File metadata and controls

274 lines (198 loc) · 19.6 KB

NPU Plugin

Introduction  

This is the OpenVINO Plugin for Intel® Neural Processing Unit (NPU) devices.

 

Supported Platforms

OpenVINO™ toolkit is officially supported and validated on the following platforms:

Host NPU device OS (64-bit)
Meteor Lake (integrated NPU) NPU 3720 Ubuntu* 22, MS Windows* 11
Lunar Lake (integrated NPU) NPU 4000 Ubuntu* 22, MS Windows* 11

 

High Level Design

High Level Design

 

Description

NPU Plugin is a software library that:

  • Implements the unified OpenVINO Plugin API used to compile and execute neural networks on NPU devices.
  • Uses the graph extension API exposed by the driver to convert the OpenVINO specific representation of the model into a proprietary format. The compiler performs platform specific optimizations in order to efficiently schedule the execution of layers and memory transactions on various NPU hardware submodules.
  • Uses the Level Zero API implemented by the NPU user mode driver (UMD) to execute the model on the device.

The plugin library is included inside the OpenVINO package while the compiler is packaged inside UMD and released separately.

Note: Aligning with the platform and OpenVINO documentation, neural networks will be referred to with the more generic term of models in the rest of this document.

 

Model Compilation

NPU plugin implements the OpenVINO Core "compile_model" API that converts the model representation into a proprietary format that can be executed on the NPU device:

    ov::CompiledModel compiled_model = core.compile_model(model, "NPU" [, config]);

Model caching

There are two important compilation related metrics when executing models on NPU devices:

  • First Ever Inference Latency (FEIL): Measures all steps required to compile and execute a model on the device for the first time.
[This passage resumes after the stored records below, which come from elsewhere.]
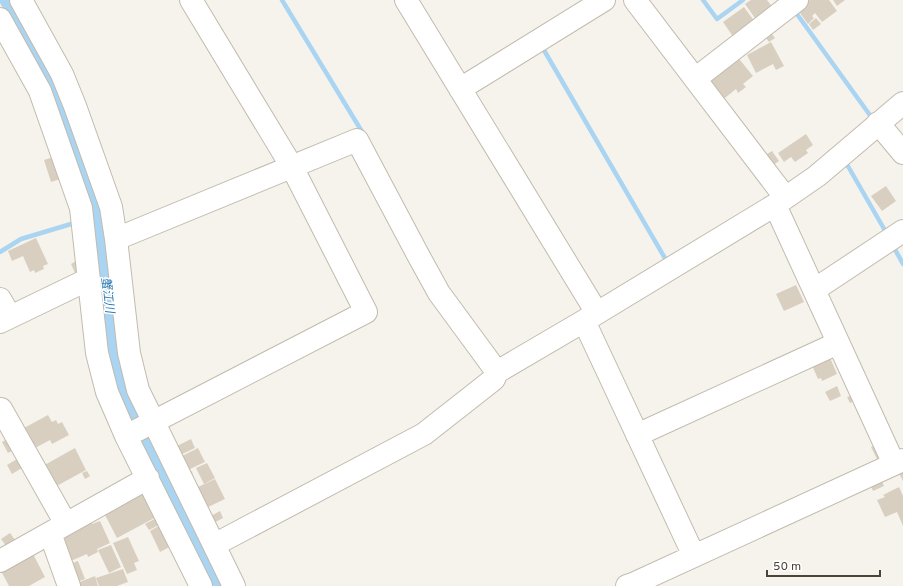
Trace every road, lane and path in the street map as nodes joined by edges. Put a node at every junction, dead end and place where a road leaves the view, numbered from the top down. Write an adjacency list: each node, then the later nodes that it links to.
1 (21, 0): 16 (street)
2 (191, 0): 13 (street)
3 (406, 0): 9 (street)
4 (604, 0): 9 (street)
5 (635, 0): 8 (street)
6 (797, 0): 8 (street)
7 (0, 19): 17 (street)
8 (695, 79): 14 (street)
9 (460, 89): 20 (street)
10 (903, 103): 11 (street)
11 (878, 123): 12 (street); 14 (street)
12 (903, 153)
13 (292, 167): 16 (street); 22 (street); 24 (street)
14 (780, 201): 18 (street); 20 (street)
15 (903, 231): 18 (street)
16 (116, 239): 24 (street)
17 (89, 279): 19 (street); 25 (street)
18 (814, 290): 21 (street)
19 (3, 312)
20 (590, 317): 22 (street); 26 (street)
21 (838, 343): 26 (street); 27 (street)
22 (497, 372): 30 (street)
23 (1, 409): 29 (street)
24 (152, 423): 25 (street); 30 (street)
25 (128, 435): 28 (street)
26 (637, 435): 31 (street)
27 (898, 462): 31 (street)
28 (148, 478): 29 (street); 34 (street)
29 (58, 529): 32 (street); 33 (street)
30 (214, 545): 35 (street)
31 (694, 556): 36 (street)
32 (0, 561)
33 (69, 586)
34 (201, 586)
35 (234, 586)
36 (627, 586)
It includes model compilation time, the time required to load and initialize the model on the device and the first inference execution.
  • First Inference Latency (FIL): Measures the time required to load and initialize the pre-compiled model on the device and the first inference execution.

UMD dynamic model caching

UMD model caching is enabled by default in the current NPU driver to improve time to first inference (FIL). The model is stored in the cache after the compilation (included in FEIL) based on a hash key. The UMD generates the key from the input IR model and build arguments and then requests the DirectX Shader cache session to store the model with the computed key. Any subsequent request to compile the same IR model with the same arguments would cause the pre-compiled model to be read from the cache instead of being recompiled.

OpenVINO model caching

It is enabled when ov::cache_dir property is set and it is a common mechanism for all OpenVINO plugins. UMD model caching will be automatically bypassed by the NPU plugin when ov::cache_dir is set so the model will only be stored in the OpenVINO cache after the compilation. When a cache hit occurs for subsequent compilation requests, plugin will import the model instead of recompiling it.

More details about OpenVINO model caching can be found here: Model Caching Overview.

Compiler adapters

Two additional layers are required to support the compiler from driver:

  • Compiler Adapter - It serializes the OpenVINO internal representation of the model (ov::model) into an in-memory IR that will be provided to the NPU driver
  • VCL - It deserializes the in-memory IR given by the NPU driver and prepares it for the compiler

The interface between plugin and driver is based on an in-memory IR to facilitate backward and forward compatibility between two software packages (OpenVINO and NPU driver) that inherently have a different release cadence.

 

Model Execution

NPU plugin will use the Level Zero (L0) API to execute the precompiled model on the NPU Device. The inference is executed as a standard L0 workload by describing the required tasks inside a command list and by submitting the list to the command queue for execution. The plugin will not use the CPU to execute any part of the inference workload. No pre/post processing workloads are executed on the CPU either, the entire inference will be offloaded on the NPU device.

Device management

There is currently no support for multiple devices, which means only one level-zero device will be enumerated during level-zero backend initialization. Support for multiple devices will be added in future releases.

Inference pipeline

The result of the model compilation is represented through a NetworkDescription. This model description is passed by the plugin to the driver to create a level zero graph instance and obtain a graph handle that can later be used to execute multiple inferences in parallel for the same model. Since the same model instance is shared across all subsequent inference objects, this initialization step is performed by default right after the model is compiled and it can be postponed until the creation of the first inference request through the use of an environment variable: "IE_NPU_CREATE_EXECUTOR" (IE_NPU_CREATE_EXECUTOR=0 to postpone the initialization).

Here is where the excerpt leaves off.